Wegen der weiteren Einzelheiten des Sach- und Streitstandes wird auf die zu den Akten gereichten Schriftsätze nebst Anlagen Bezug genommen.

II.

Die zulässige Berufung ist unbegründet.

Dem Kläger, der am 23.03.2017 einen mit dem Motor OM 651 ausgestatteten gebrauchten Mercedes Benz Z. für 25.800 € von der Fa. Fahrzeug-R. T.. AG gekauft hat, steht der mit dem Berufungsantrag zu 1. geltend gemachte Ersatzanspruch in Höhe von 23.638,34 € gegen die Beklagte nicht zu. Die Erstattung des Kaufpreises abzüglich einer Nutzungsentschädigung Zug um Zug gegen Übergabe und Übereignung des Fahrzeugs kann er nicht verlangen. Mangels eines Hauptanspruchs sind auch die Berufungsanträge zu 2., 3. und 4., mit denen der Kläger die Feststellung von Annahmeverzug, die Erstattung vorgerichtlicher Rechtsanwaltskosten und die teilweise Erledigung des Rechtsstreits begehrt, unbegründet.

1. Ein Anspruch des Klägers aus § 826 BGB wegen einer vorsätzlichen sittenwidrigen Schädigung besteht gegen die Beklagte nicht.

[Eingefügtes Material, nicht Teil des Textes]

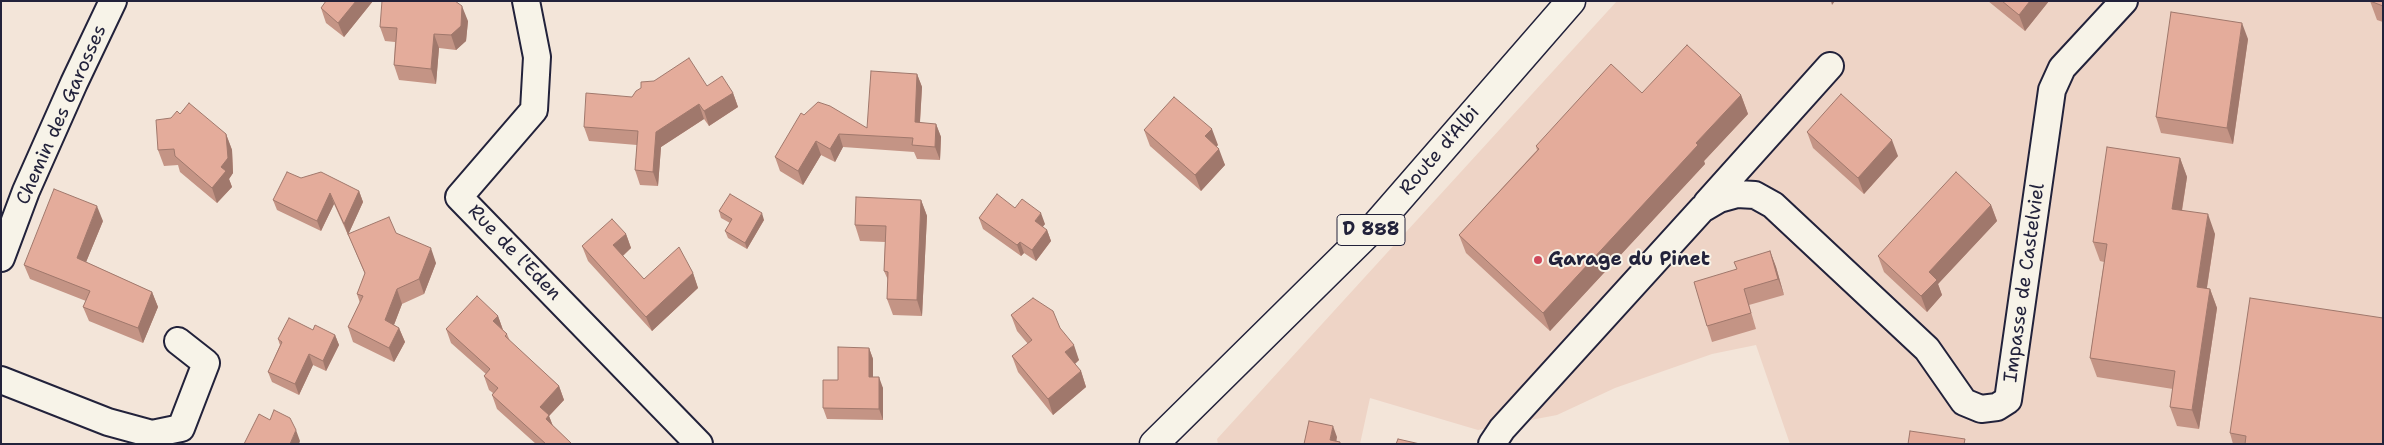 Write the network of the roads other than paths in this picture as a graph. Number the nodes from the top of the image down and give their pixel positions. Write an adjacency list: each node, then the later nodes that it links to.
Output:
1 (114, 1): 7 (street, Chemin des Garosses)
2 (1571, 1): 11 (main road, Route d'Albi / D 888)
3 (2124, 1): 6 (street, Impasse de Castelviel)
4 (522, 4): 10 (street, Rue de l'Eden)
5 (1830, 66): 6 (street, Impasse de Castelviel)
6 (1702, 209): 12 (street, Impasse de Castelviel)
7 (1, 258)
8 (178, 341): 9 (street)
9 (1, 380)
10 (698, 444)
11 (1154, 444)
12 (1492, 444) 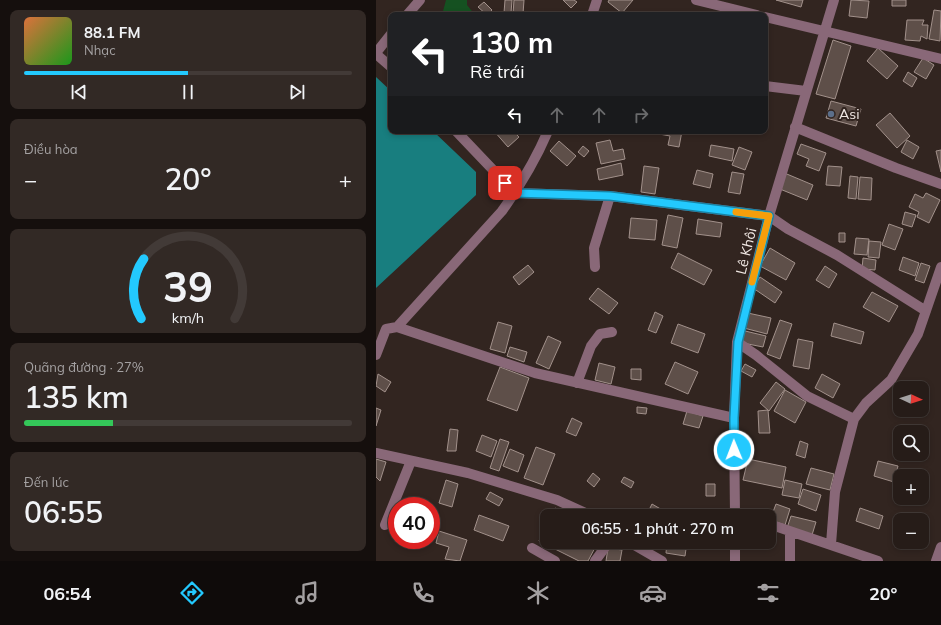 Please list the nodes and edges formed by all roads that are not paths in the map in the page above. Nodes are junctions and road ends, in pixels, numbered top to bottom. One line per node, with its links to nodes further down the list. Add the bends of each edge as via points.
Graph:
1 (420, 0): 6 (street)
2 (597, 0): 7 (street)
3 (696, 0): 5 (street)
4 (834, 0): 10 (street, Lê Khôi)
5 (721, 3): 8 (street)
6 (410, 12)
7 (593, 12)
8 (747, 12)
9 (768, 18): 10 (street)
10 (825, 32): 13 (street); 16 (street, Lê Khôi)
11 (388, 38): 12 (street)
12 (376, 54): 14 (street)
13 (941, 59)
14 (388, 64)
15 (768, 86): 16 (street)
16 (806, 91): 17 (street, Lê Khôi)
17 (795, 126): 20 (street); 23 (street, Lê Khôi)
18 (459, 134): 21 (street)
19 (547, 134): 21 (street)
20 (941, 184)
21 (515, 193): 22 (street); 27 (street, via 502,211)
22 (610, 196): 23 (street); 24 (street, via 594,248)
23 (769, 216): 26 (street); 30 (street, Lê Khôi)
24 (595, 267)
25 (941, 267): 26 (street)
26 (926, 311): 34 (street, via 918,334 891,380 866,403)
27 (397, 327): 28 (street); 32 (street, via 535,373)
28 (381, 330): 31 (street)
29 (612, 332): 32 (street, via 600,334 591,346)
30 (738, 342): 33 (street, Lê Khôi); 34 (street, via 807,396)
31 (376, 355)
32 (577, 383): 33 (street)
33 (734, 418): 38 (street, Lê Khôi)
34 (854, 419): 42 (street, via 835,492)
35 (376, 453): 36 (street)
36 (411, 461): 37 (street, via 468,473 557,500); 39 (street)
37 (577, 509)
38 (735, 509)
39 (385, 525)
40 (776, 527): 41 (street)
41 (790, 532): 42 (street); 52 (street)
42 (831, 544): 53 (street)
43 (941, 547): 54 (street)
44 (532, 548): 48 (street)
45 (604, 549): 49 (street)
46 (641, 549): 50 (street)
47 (735, 549): 51 (street)
48 (555, 561)
49 (596, 561)
50 (662, 561)
51 (735, 561)
52 (790, 561)
53 (878, 561)
54 (936, 561)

a) Durch die Verwendung des Thermofensters hat die Beklagte den Kläger nicht vorsätzlich sittenwidrig geschädigt. Dabei kann dahinstehen, ob es sich bei einem Thermofenster, das im Prüfstand und im realen Fahrbetrieb in gleicher Weise zum Einsatz kommt, in rechtlicher und tatsächlicher Hinsicht um eine unzulässige Abschalteinrichtung im Sinne der Art. 3 Nr. 10, 5 Abs. 2 VO (EG) 715/2007 handelt. Nach den Beschlüssen des Bundesgerichtshofs vom 19.01.2021 - VI ZR 433/19 - (juris) und vom 9.03.2021 - VI ZR 889/20 - (juris) ist das Verhalten der für einen Kraftfahrzeughersteller handelnden Personen nicht bereits deshalb als sittenwidrig zu qualifizieren, weil sie einen Fahrzeugtyp aufgrund einer grundlegenden unternehmerischen Entscheidung mit einer temperaturabhängigen Steuerung des Emissionskontrollsystems ausgestattet und in den Verkehr gebracht haben. Der objektive Tatbestand der Sittenwidrigkeit ist nur gegeben, wenn weitere Umstände hinzutreten, die das Verhalten der handelnden Personen als besonders verwerflich erscheinen lassen. Die Annahme objektiver Sittenwidrigkeit setzt jedenfalls voraus, dass die handelnden Personen bei der Entwicklung und/oder Verwendung der temperaturabhängigen Steuerung des Emissionskontrollsystems in dem Bewusstsein handelten, eine unzulässige Abschalteinrichtung zu verwenden, und den darin liegenden Gesetzesverstoß billigend in Kauf nahmen (BGH aaO Rn. 13 ff. bzw. Rn. 28).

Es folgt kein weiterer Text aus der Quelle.